当喂食人体或动物益生菌时,可改善肠胃道菌丛质量,促进消化与健康。因此,益生菌对健康安全无虞,惟益生菌须作用于宿主,始能增进宿主健康。职是之故,寻找具促进身体减重、降低体脂肪与血脂,并提升肌肉力量与耐力等功能的乳酸菌菌株,并利用所寻找的菌株开发安全且可长期服用的营养补充品为目前亟需努力的课题之一。
发明内容
本发明基于发现所提出的乳酸菌组合物可有效降低体重并降低体脂肪与血脂所完成的。另更发现所提出的组合物可使小鼠前肢抓力与跑步耐力表现皆优于市售品Lactobacillus plantarum TWK10。

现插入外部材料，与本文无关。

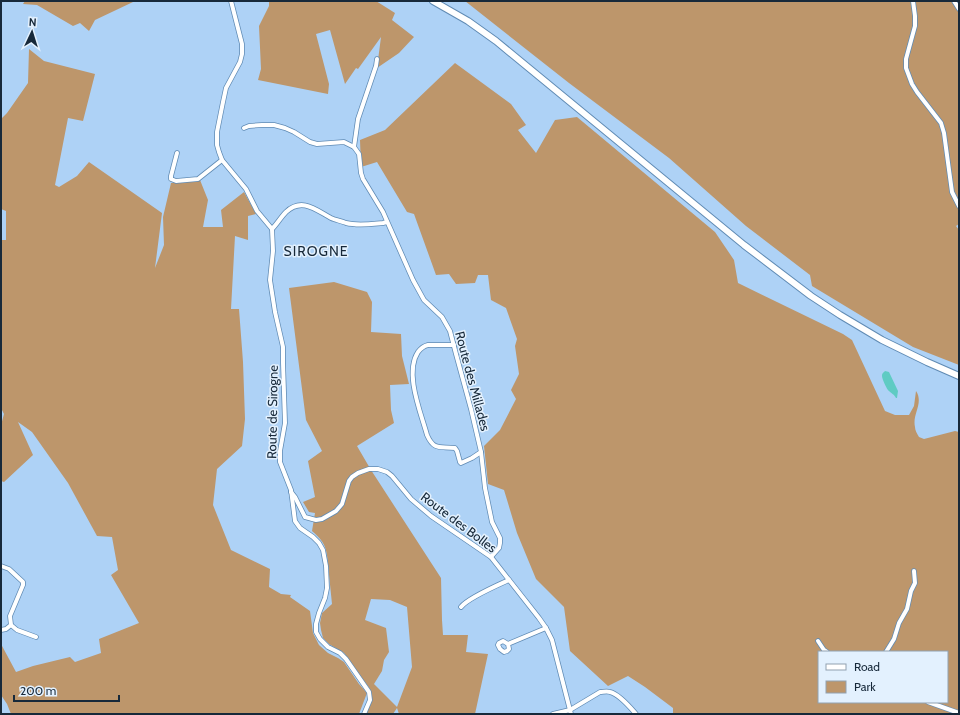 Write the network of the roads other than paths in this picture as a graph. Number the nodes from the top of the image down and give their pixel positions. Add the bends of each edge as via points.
1 (231, 1) edge
2 (433, 1) edge
3 (913, 1) edge
4 (954, 1) edge
5 (959, 9) edge
6 (377, 59) dead end
7 (244, 128) dead end
8 (354, 146) junction
9 (177, 153) dead end
10 (222, 160) junction
11 (959, 206) edge
12 (387, 222) junction
13 (272, 229) junction
14 (454, 345) junction
15 (959, 376) edge
16 (481, 452) junction
17 (291, 492) junction
18 (491, 557) junction
19 (1, 566) edge
20 (914, 571) dead end
21 (509, 580) junction
22 (462, 607) dead end
23 (11, 625) junction
24 (546, 628) junction
25 (1, 630) edge
26 (36, 637) dead end
27 (818, 641) dead end
28 (508, 644) dead end
29 (825, 651) edge
30 (887, 651) edge
31 (931, 703) edge
32 (568, 712) edge
33 (959, 713) edge
34 (364, 714) edge
35 (553, 714) edge
36 (636, 714) edge

1 - 10 street via 242,44 242,54 226,88 216,132
2 - 15 highway via 496,41 744,245 811,296 882,340
3 - 11 street via 915,26 906,68 917,92 941,123 952,192
4 - 5 street
6 - 8 street via 358,119
7 - 8 street via 262,124 274,125 317,144 344,142
8 - 12 street, Route des Millades via 359,154 363,179
9 - 10 street via 171,176 171,179 176,181 198,179
10 - 13 street via 246,189 257,211
12 - 13 street via 346,223 318,209 301,205 286,212
12 - 14 street, Route des Millades via 413,280 424,300 446,322
13 - 17 street, Route de Sirogne via 270,280 284,363 285,423 280,462
14 - 16 street, Route des Millades
14 - 16 street via 428,345 421,349 413,364 414,388 430,442 442,448 455,448 462,463
16 - 18 street, Route des Millades via 489,509 500,538 499,548
17 - 18 street, Route des Bolles via 306,517 322,519 342,504 352,477 369,469 378,469 392,476 411,500 431,516
17 - 34 street, Route de Sirogne via 295,521 319,543 326,566 327,588 316,632 328,647 340,653 369,692 370,700
18 - 21 street, Route des Bolles
19 - 23 street via 9,569 23,582 10,616
20 - 30 street via 915,583 906,610
21 - 22 street via 482,593
21 - 24 street, Route des Bolles
23 - 25 street
23 - 26 street
24 - 28 street
24 - 32 street, Route des Bolles via 552,640
27 - 29 street
31 - 33 street
32 - 35 street
32 - 36 street via 600,692 606,691 617,695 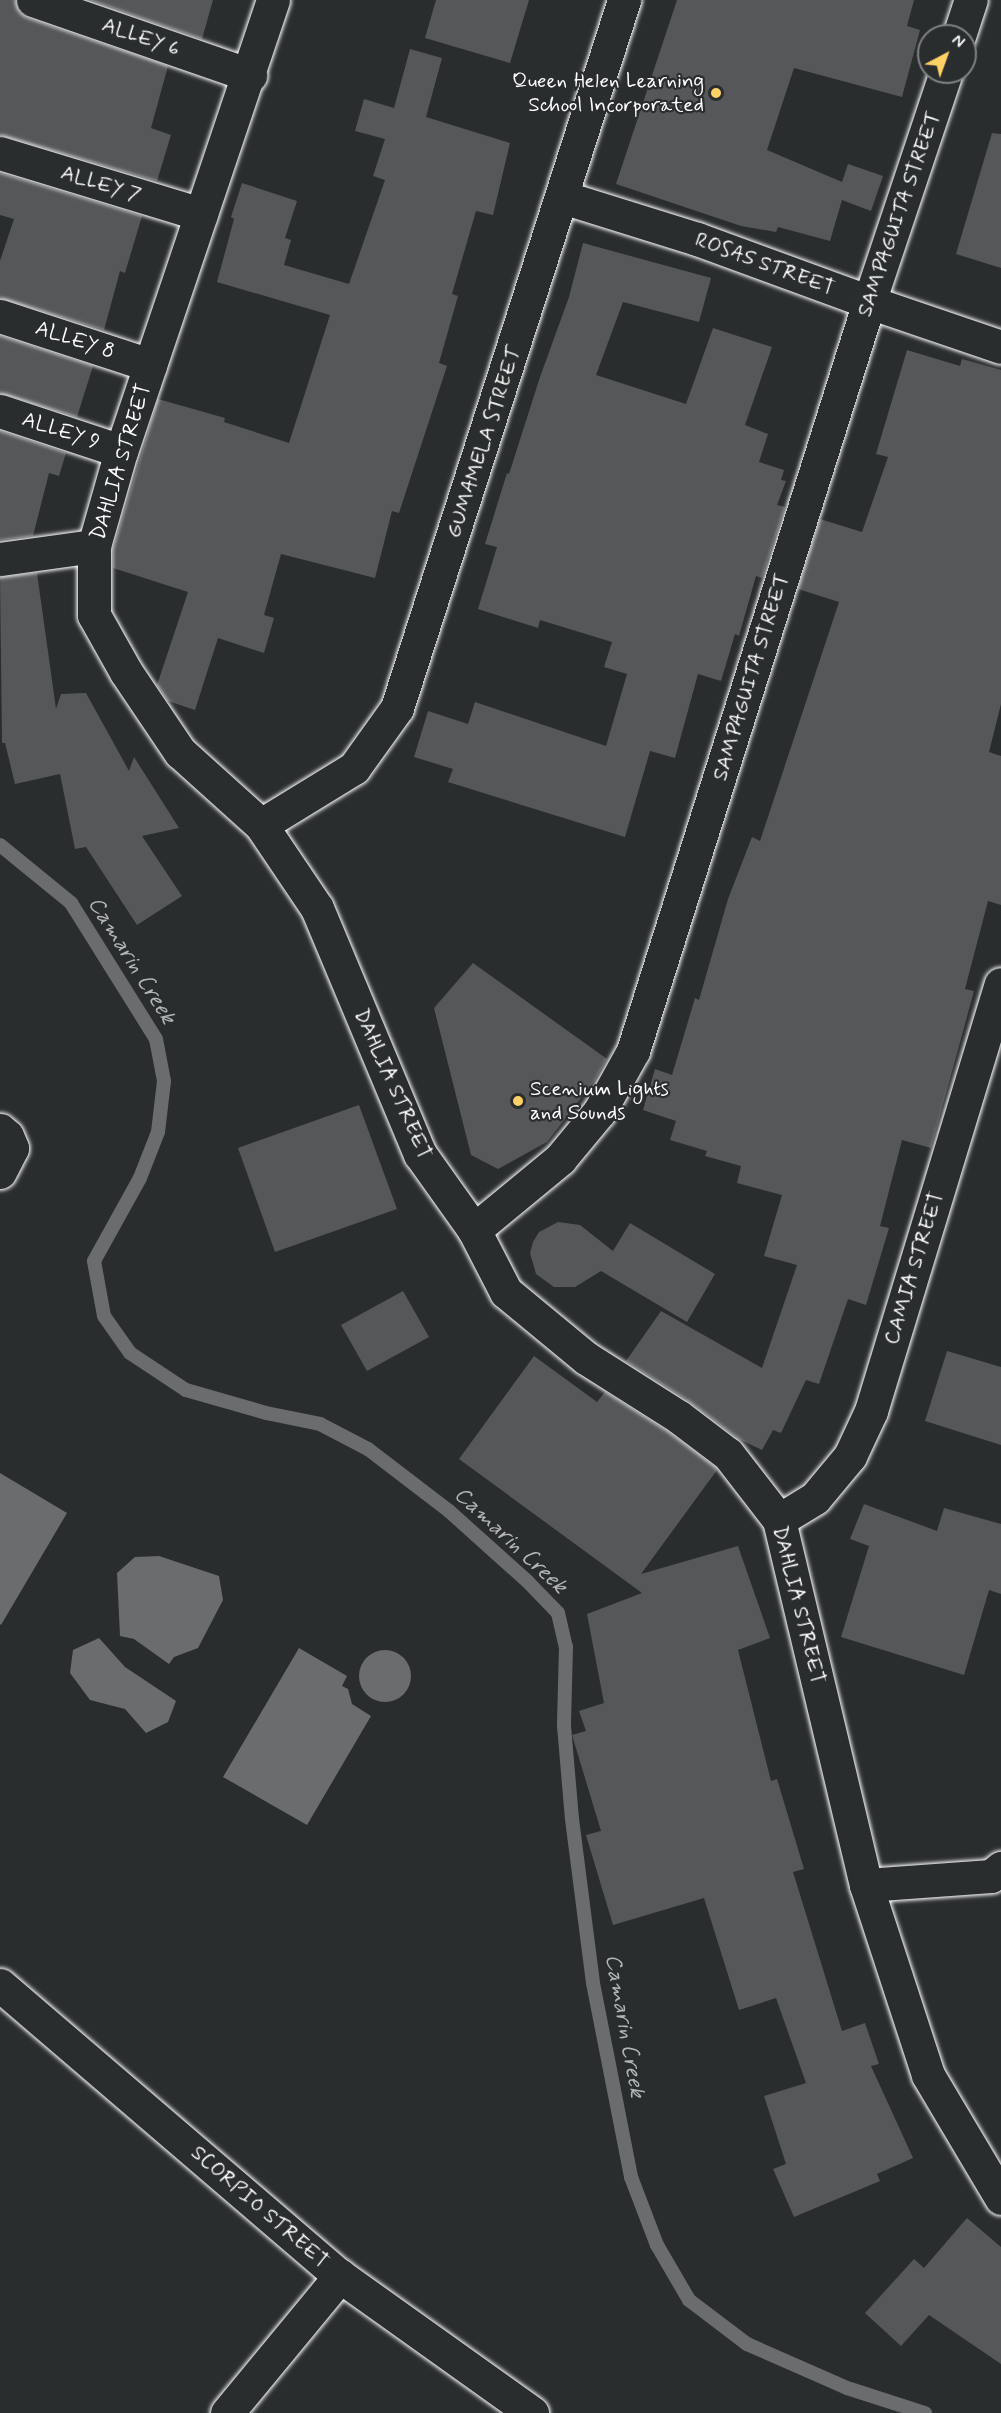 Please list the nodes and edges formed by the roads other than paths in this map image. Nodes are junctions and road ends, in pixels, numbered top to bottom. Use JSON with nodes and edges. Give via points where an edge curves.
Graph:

本发明之目的在于提供一种乳酸菌组合物,其可减重、提升人体运动能力并增强身体组成,以达到提升肌肉力量与耐力等功效。
是以,本发明提供一种乳酸菌组合物,其包含植物乳杆菌Lactobacillusplantarum PL-02菌株(寄存编号:CGMCC 20485)、嗜酸乳酸杆菌 Lactobacillusacidophilus TYCA06菌株(寄存编号:CGMCC 15210)、干酪乳酸杆菌Lactobacillus caseiCS-773菌株(寄存编号:CGMCC 20991)、以及生理上可接受的赋形剂、稀释剂或载体,上述菌株寄存于中国普通微生物菌种保藏管理中心。

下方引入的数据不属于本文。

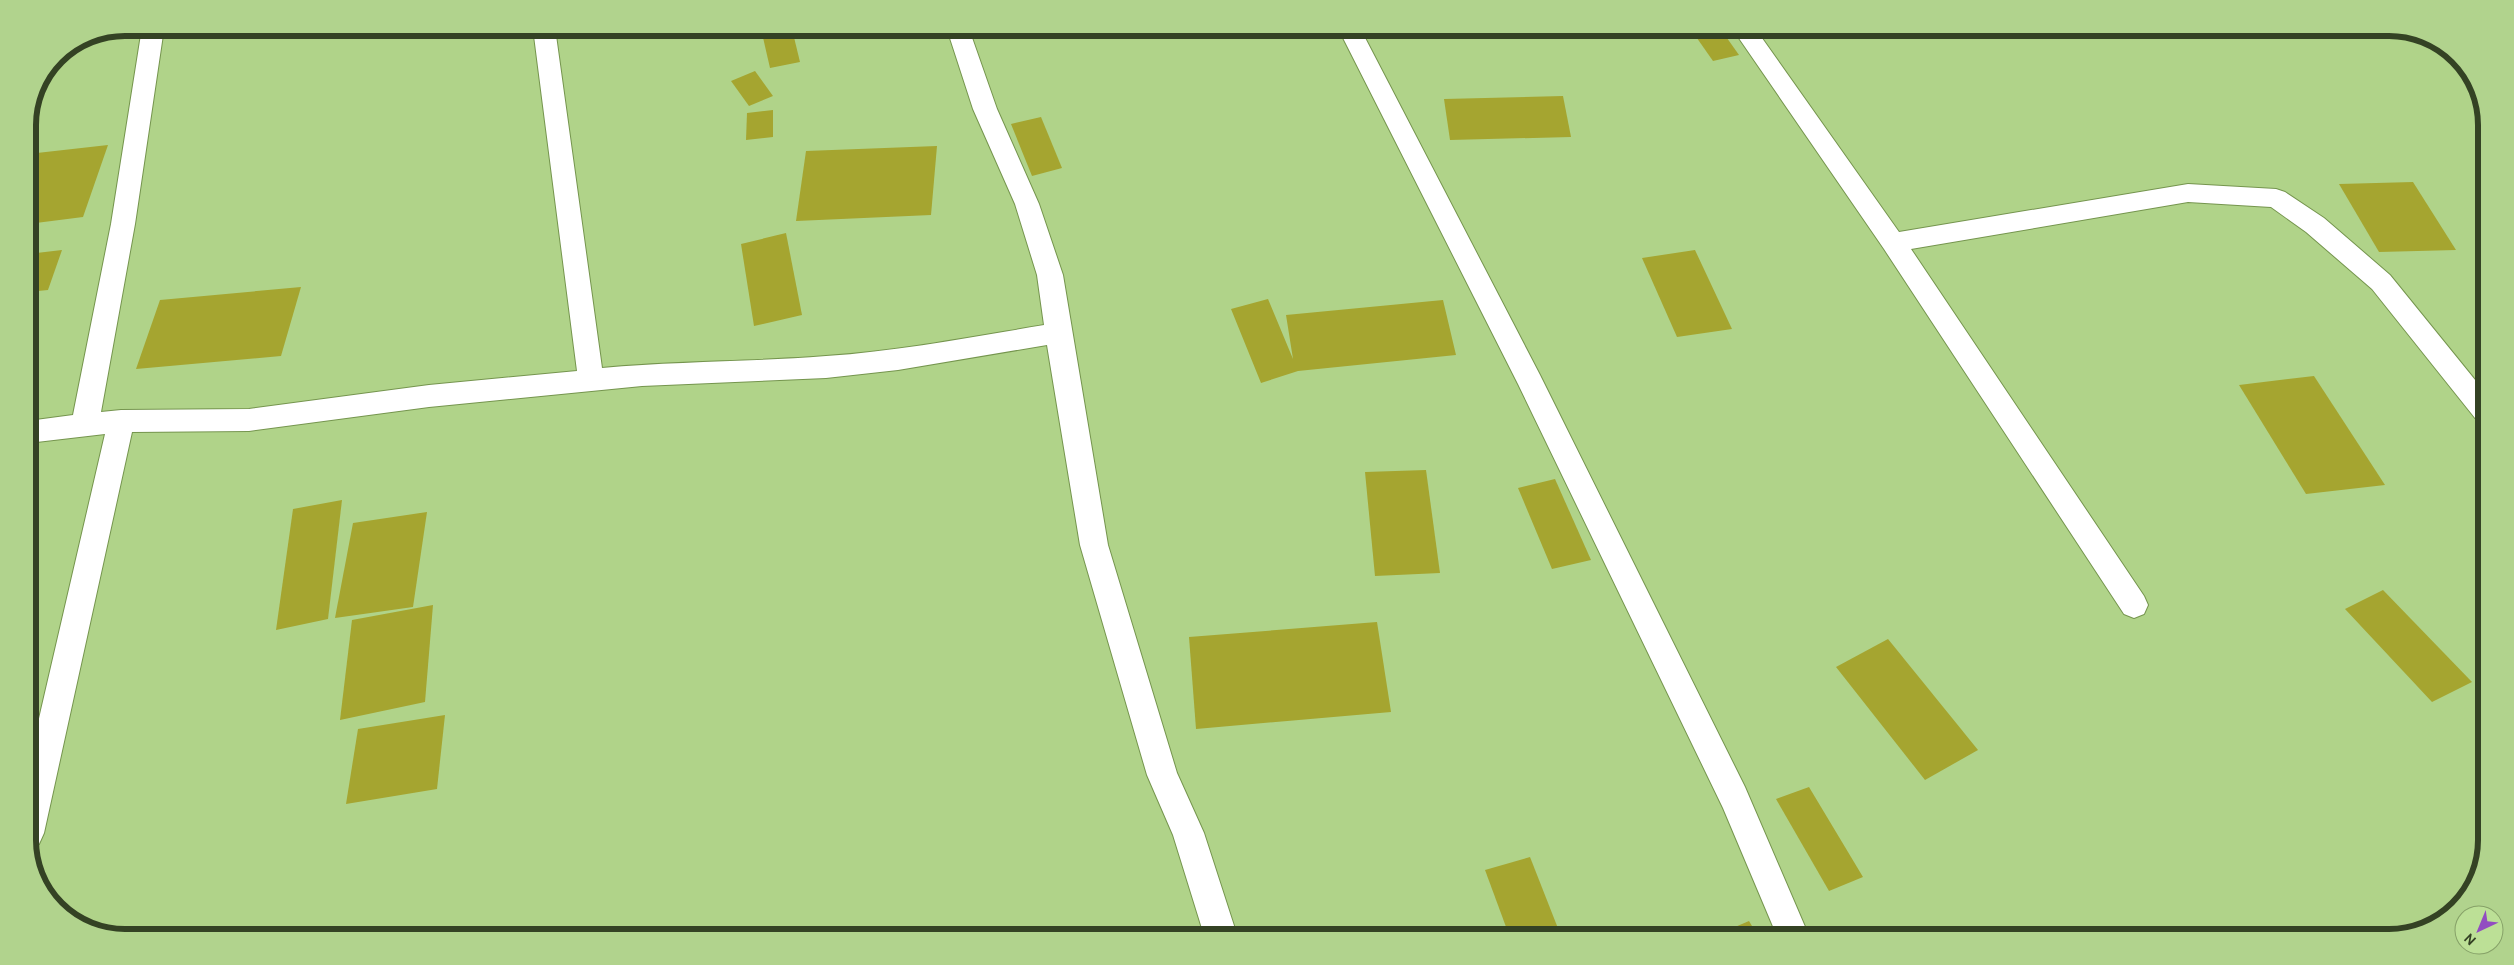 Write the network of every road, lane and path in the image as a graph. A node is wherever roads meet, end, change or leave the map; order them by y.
1 (152, 36) edge
2 (545, 36) edge
3 (960, 36) edge
4 (1353, 36) edge
5 (1749, 36) edge
6 (1893, 242) junction
7 (1058, 333) junction
8 (591, 380) junction
9 (2478, 403) edge
10 (121, 421) junction
11 (85, 425) junction
12 (36, 431) edge
13 (2134, 605) dead end
14 (36, 798) edge
15 (1218, 929) edge
16 (1790, 929) edge

1 - 11 street
2 - 8 street
3 - 7 street
4 - 16 street
5 - 6 street
6 - 9 street
6 - 13 street
7 - 8 street
7 - 15 street
8 - 10 street
10 - 11 street
10 - 14 street
11 - 12 street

较佳地,所述的乳酸菌组合物更包括:长双歧杆菌婴儿亚种 Bifidobacteriumlongum subsp.infantis BLI-02菌株(寄存编号:CGMCC 15212)以及鼠李糖乳酸杆菌Lactobacillus rhamnosus bv-77菌株(寄存编号:CCTCC M 2014589),长双歧杆菌婴儿亚种Bifidobacterium longum subsp.infantis BLI-02菌株寄存于中国普通微生物菌种保藏管理中心,鼠李糖乳酸杆菌Lactobacillus rhamnosus bv-77菌株寄存于中国典型培养物保藏中心。
较佳地,所述的乳酸菌组合物更包括:长双歧杆菌婴儿亚种 Bifidobacteriumlongum subsp.infantis BLI-02菌株(寄存编号:CGMCC 15212)以及乳酸乳球菌Lactococcus lactis LY-66菌株(寄存编号:CGMCC 21838),上述菌株寄存于中国普通微生物菌种保藏管理中心。
较佳地,所述的乳酸菌组合物为食品组合物或医药组合物。
较佳地,所述的生理上可接受的赋形剂、稀释剂或载体为食品,食品为乳制饮品、茶、咖啡、糖果或机能性饮品,乳制饮品为发酵乳、优格、奶酪或乳粉。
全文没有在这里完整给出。